Kenaikan harga ini semakin memperburuk kekhawatiran pasar bahwa Federal Reserve (The Fed) mungkin akan mempertahankan kebijakan suku bunga tinggi lebih lama untuk mengendalikan inflasi.
Seperti yang diungkapkan oleh Adam Button, Chief Currency Analyst ForexLive, kebijakan The Fed untuk tidak memangkas suku bunga hingga inflasi mendekati target 2 persen semakin sulit dicapai dengan data inflasi yang terus tinggi ini. Oleh karena itu, para trader suku bunga berjangka kini memangkas prediksi pemotongan suku bunga pada Desember 2025, dengan hanya satu potensi pemangkasan sebesar 25 basis poin.
Sebagai reaksi terhadap laporan inflasi ini, dolar AS menguat 1,29 persen terhadap yen, mencapai level 154,44 yen, yang mencerminkan dampak perbedaan suku bunga antara AS dan Jepang. Di sisi lain, indeks dolar AS (DXY), yang mengukur kekuatan dolar terhadap sekeranjang enam mata uang utama, juga mengalami kenaikan 0,02 persen menjadi 107,95 setelah sebelumnya sempat menembus level tertinggi dalam seminggu di 108,52.

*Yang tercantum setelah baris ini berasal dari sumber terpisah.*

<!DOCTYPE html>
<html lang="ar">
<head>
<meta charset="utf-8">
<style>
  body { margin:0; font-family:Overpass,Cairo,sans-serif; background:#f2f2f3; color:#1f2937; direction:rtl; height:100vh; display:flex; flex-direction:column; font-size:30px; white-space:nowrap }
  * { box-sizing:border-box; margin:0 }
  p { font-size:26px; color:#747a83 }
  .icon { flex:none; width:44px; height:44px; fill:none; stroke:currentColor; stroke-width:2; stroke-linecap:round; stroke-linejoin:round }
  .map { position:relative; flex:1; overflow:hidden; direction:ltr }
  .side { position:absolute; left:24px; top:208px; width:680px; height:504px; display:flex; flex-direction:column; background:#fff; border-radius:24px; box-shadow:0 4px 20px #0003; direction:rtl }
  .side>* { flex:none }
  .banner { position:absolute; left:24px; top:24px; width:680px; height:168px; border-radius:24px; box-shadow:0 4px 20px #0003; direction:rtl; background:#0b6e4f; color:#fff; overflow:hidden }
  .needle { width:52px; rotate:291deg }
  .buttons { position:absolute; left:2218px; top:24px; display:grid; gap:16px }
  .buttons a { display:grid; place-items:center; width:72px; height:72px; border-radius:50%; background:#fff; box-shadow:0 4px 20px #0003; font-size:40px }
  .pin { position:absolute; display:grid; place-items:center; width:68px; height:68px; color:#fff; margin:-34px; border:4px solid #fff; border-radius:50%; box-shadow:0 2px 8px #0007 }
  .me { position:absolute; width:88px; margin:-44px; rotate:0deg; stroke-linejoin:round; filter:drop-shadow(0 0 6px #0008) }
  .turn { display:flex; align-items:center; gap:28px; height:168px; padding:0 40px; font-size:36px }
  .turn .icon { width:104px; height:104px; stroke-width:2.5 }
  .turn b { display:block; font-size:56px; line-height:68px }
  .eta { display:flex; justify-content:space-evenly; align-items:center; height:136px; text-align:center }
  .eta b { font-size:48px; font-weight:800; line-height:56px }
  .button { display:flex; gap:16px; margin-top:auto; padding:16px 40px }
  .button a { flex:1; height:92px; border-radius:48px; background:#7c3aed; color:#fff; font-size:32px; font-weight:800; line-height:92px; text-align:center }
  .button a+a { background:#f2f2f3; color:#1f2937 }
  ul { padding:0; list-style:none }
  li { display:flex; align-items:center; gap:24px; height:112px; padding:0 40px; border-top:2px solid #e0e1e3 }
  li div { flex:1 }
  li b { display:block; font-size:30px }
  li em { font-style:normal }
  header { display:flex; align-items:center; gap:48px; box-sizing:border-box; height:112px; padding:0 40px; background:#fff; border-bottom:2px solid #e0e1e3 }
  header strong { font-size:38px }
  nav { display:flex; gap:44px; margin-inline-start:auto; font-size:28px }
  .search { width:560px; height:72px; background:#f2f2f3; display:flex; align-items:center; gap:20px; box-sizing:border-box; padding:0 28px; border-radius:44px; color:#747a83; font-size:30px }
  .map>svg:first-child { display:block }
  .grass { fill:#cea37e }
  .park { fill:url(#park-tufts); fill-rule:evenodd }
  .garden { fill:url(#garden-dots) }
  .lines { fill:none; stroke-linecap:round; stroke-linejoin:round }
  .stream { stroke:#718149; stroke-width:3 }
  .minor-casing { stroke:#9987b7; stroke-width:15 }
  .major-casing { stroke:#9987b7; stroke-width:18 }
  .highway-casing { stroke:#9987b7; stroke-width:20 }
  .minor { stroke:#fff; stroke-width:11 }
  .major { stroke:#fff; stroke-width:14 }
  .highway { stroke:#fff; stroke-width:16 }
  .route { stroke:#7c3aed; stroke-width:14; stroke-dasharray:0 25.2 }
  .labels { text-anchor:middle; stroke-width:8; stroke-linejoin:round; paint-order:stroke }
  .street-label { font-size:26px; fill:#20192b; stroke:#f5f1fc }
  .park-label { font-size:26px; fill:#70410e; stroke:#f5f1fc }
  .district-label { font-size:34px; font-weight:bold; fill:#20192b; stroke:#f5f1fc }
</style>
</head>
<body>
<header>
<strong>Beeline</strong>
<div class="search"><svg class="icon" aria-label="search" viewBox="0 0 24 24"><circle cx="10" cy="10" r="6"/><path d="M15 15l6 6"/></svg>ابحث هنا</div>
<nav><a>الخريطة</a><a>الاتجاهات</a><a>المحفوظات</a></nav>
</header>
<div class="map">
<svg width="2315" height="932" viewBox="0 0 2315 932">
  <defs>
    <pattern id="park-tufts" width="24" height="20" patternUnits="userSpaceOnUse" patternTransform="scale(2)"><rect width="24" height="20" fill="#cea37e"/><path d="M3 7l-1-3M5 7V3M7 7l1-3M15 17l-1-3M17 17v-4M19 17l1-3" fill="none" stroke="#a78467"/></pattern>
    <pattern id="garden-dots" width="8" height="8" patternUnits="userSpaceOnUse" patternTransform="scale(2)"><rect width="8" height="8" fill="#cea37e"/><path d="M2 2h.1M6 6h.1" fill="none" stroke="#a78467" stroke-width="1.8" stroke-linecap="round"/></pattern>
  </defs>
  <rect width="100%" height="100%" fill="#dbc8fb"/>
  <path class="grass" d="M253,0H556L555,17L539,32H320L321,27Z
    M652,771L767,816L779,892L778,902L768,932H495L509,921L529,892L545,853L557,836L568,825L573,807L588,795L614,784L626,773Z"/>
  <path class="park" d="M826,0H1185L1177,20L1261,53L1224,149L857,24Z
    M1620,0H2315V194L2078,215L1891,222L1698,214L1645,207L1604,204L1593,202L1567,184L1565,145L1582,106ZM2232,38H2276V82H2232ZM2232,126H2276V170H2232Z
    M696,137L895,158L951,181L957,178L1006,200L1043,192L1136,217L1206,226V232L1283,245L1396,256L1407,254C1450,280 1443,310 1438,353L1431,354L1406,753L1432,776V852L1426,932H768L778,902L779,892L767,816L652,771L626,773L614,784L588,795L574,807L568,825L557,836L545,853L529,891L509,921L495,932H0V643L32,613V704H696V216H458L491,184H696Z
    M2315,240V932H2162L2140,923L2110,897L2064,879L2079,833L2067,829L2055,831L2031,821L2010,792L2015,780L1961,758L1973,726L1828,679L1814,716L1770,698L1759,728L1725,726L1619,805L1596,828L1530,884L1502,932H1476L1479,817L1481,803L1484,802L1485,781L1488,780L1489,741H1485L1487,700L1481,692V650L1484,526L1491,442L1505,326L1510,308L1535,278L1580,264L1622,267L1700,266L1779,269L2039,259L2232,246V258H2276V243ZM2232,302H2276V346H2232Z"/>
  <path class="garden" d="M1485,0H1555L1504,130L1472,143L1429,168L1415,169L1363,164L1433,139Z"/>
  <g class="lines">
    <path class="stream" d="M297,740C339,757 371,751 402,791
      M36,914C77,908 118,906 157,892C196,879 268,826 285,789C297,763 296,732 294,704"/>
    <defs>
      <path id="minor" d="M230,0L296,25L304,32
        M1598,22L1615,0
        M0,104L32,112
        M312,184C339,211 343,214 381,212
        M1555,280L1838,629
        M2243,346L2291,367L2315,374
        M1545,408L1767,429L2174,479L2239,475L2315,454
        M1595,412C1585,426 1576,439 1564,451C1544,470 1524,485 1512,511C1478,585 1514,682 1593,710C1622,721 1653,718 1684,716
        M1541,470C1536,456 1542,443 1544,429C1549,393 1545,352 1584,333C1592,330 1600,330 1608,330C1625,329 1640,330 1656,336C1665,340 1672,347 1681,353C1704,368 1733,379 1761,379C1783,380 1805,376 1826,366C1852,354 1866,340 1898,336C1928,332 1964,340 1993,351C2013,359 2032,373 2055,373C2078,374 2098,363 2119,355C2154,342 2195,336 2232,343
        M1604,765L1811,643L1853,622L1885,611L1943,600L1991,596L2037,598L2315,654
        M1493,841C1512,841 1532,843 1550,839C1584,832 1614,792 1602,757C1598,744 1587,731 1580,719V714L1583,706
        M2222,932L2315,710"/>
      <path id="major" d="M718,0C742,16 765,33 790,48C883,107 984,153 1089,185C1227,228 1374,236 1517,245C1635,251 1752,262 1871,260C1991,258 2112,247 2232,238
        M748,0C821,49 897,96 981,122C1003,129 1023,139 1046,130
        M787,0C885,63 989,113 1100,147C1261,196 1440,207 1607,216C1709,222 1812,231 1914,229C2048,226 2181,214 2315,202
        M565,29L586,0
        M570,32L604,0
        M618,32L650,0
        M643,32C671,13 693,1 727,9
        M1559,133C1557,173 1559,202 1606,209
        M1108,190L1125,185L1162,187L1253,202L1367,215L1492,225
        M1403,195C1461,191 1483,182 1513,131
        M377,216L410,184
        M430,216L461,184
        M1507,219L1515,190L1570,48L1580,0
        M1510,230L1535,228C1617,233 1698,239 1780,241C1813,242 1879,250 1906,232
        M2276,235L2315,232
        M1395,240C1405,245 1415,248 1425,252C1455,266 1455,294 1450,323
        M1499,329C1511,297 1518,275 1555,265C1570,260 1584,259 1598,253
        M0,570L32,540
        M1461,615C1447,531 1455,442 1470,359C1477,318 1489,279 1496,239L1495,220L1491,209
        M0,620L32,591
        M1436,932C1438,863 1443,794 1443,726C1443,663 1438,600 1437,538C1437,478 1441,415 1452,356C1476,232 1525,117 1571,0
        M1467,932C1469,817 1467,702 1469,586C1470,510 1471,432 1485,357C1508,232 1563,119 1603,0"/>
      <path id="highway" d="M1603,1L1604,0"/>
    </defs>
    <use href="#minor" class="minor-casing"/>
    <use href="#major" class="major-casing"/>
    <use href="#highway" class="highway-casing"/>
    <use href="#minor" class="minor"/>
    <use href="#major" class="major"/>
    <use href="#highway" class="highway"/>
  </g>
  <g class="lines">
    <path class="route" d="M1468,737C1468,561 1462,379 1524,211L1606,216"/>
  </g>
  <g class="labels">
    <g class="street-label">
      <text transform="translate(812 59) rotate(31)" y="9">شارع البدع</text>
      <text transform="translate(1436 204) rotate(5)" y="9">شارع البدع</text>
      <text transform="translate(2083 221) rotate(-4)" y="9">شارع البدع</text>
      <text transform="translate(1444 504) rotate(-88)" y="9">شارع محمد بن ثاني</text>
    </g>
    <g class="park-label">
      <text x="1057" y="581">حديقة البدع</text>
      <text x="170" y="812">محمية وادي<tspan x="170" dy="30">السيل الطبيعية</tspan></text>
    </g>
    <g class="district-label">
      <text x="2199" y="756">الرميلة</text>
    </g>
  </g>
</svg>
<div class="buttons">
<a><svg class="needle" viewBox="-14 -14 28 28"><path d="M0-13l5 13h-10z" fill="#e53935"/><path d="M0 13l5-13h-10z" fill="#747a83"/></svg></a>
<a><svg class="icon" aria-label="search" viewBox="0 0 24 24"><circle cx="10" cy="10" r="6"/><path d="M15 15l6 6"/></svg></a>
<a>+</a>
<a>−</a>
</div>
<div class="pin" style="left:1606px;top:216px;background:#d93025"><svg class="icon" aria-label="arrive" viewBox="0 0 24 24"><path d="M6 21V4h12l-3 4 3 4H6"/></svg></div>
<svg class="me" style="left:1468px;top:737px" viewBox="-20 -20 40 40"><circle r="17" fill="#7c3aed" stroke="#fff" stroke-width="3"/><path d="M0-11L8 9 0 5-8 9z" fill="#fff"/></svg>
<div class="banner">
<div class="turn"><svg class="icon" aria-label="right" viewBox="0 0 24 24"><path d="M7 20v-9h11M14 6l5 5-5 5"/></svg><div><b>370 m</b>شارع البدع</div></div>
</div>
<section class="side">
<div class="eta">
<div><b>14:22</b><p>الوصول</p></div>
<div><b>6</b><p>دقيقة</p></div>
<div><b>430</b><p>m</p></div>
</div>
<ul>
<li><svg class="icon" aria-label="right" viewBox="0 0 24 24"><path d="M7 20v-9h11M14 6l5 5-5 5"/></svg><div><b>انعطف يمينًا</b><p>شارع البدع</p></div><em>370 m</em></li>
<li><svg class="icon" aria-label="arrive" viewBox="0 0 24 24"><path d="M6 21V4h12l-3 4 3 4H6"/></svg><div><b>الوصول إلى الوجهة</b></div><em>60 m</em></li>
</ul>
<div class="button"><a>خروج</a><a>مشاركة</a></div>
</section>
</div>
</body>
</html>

Meski demikian, dolar AS sedikit melemah setelah sejumlah trader mengambil keuntungan dan merenungkan apakah kenaikan inflasi bulan Januari adalah anomali atau sebuah sinyal dari tren inflasi yang lebih tinggi. Thomas Simons, Kepala Ekonom Jefferies, mencatat bahwa bulan Januari sering kali menjadi bulan yang penuh dengan kenaikan harga tahunan yang diumumkan, sehingga ia memperkirakan inflasi bulan Februari tidak akan setinggi itu.
Sementara itu, Jerome Powell, Ketua Federal Reserve, dalam pernyataannya di hadapan kongres pada Rabu, kembali menegaskan bahwa bank sentral tidak terburu-buru untuk memangkas suku bunga lebih lanjut, meskipun ada kemajuan yang signifikan dalam pengendalian inflasi.
Powell juga menekankan bahwa bank sentral akan tetap fokus pada pemulihan ekonomi secara berkelanjutan dan menunggu data lebih lanjut mengenai inflasi dan pasar tenaga kerja.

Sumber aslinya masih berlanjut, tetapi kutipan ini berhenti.